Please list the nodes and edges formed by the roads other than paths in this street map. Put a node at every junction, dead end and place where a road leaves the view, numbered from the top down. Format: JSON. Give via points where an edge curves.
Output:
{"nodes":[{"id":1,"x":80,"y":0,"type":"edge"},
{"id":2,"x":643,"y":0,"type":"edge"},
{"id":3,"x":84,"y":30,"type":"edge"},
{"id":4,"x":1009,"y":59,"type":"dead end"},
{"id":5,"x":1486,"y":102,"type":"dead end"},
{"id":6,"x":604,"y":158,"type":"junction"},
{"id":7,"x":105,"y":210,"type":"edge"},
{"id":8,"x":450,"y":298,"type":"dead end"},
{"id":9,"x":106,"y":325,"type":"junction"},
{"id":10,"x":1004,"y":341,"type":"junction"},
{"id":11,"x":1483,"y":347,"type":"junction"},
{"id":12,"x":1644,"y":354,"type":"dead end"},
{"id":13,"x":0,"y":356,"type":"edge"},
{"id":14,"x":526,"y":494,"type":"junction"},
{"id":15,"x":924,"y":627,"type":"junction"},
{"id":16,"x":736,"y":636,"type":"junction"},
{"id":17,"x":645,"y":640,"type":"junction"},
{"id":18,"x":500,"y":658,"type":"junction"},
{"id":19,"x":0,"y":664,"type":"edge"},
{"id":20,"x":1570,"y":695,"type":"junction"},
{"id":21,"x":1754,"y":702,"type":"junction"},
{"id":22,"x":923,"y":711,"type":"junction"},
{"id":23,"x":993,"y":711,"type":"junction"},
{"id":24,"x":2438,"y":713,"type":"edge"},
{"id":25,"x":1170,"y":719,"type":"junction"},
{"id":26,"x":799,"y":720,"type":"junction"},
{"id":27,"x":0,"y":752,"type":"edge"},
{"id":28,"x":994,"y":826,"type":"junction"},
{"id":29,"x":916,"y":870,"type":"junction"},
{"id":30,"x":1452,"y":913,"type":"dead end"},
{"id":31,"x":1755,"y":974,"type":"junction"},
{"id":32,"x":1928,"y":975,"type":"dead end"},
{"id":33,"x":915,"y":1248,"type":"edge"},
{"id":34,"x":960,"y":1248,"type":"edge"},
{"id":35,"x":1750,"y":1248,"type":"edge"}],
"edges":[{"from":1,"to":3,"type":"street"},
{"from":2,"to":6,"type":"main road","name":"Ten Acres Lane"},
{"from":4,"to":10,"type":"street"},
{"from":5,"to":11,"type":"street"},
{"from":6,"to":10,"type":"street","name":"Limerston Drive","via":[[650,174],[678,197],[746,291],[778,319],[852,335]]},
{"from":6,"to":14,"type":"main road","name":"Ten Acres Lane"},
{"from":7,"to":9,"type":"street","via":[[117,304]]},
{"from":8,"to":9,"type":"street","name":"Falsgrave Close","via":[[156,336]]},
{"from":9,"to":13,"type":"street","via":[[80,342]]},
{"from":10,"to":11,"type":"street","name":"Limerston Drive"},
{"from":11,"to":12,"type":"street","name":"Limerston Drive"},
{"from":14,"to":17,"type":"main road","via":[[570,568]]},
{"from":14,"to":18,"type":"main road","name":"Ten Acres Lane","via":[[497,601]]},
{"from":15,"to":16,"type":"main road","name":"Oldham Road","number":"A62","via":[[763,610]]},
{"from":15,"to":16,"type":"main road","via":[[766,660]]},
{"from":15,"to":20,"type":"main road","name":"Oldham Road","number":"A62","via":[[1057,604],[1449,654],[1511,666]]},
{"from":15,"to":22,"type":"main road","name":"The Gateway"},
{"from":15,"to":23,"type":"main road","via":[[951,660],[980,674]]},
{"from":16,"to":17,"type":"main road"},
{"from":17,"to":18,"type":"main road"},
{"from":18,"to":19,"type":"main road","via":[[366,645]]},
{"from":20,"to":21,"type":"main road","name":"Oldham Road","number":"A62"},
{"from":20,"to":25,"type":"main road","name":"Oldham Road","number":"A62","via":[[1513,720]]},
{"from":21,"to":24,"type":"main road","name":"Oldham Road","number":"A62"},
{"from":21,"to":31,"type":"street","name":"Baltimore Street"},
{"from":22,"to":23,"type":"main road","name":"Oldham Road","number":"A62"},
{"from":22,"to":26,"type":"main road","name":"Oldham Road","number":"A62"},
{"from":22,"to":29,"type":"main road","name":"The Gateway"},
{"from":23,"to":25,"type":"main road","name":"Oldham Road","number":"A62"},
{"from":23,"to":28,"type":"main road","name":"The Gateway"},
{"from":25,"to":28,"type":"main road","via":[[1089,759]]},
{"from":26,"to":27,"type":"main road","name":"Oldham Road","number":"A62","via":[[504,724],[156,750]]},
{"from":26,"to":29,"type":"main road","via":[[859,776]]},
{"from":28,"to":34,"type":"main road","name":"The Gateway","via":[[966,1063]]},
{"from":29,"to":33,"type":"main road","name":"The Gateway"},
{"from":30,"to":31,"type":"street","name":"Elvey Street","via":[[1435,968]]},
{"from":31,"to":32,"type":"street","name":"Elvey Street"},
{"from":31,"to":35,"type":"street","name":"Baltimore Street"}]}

_ _ _ _

Your assignment -
When a line above includes the word "nodes", please list that line.

Finished exercise -
Please list the nodes and edges formed by the roads other than paths in this street map. Put a node at every junction, dead end and place where a road leaves the view, numbered from the top down. Format: JSON. Give via points where an edge curves.
{"nodes":[{"id":1,"x":80,"y":0,"type":"edge"},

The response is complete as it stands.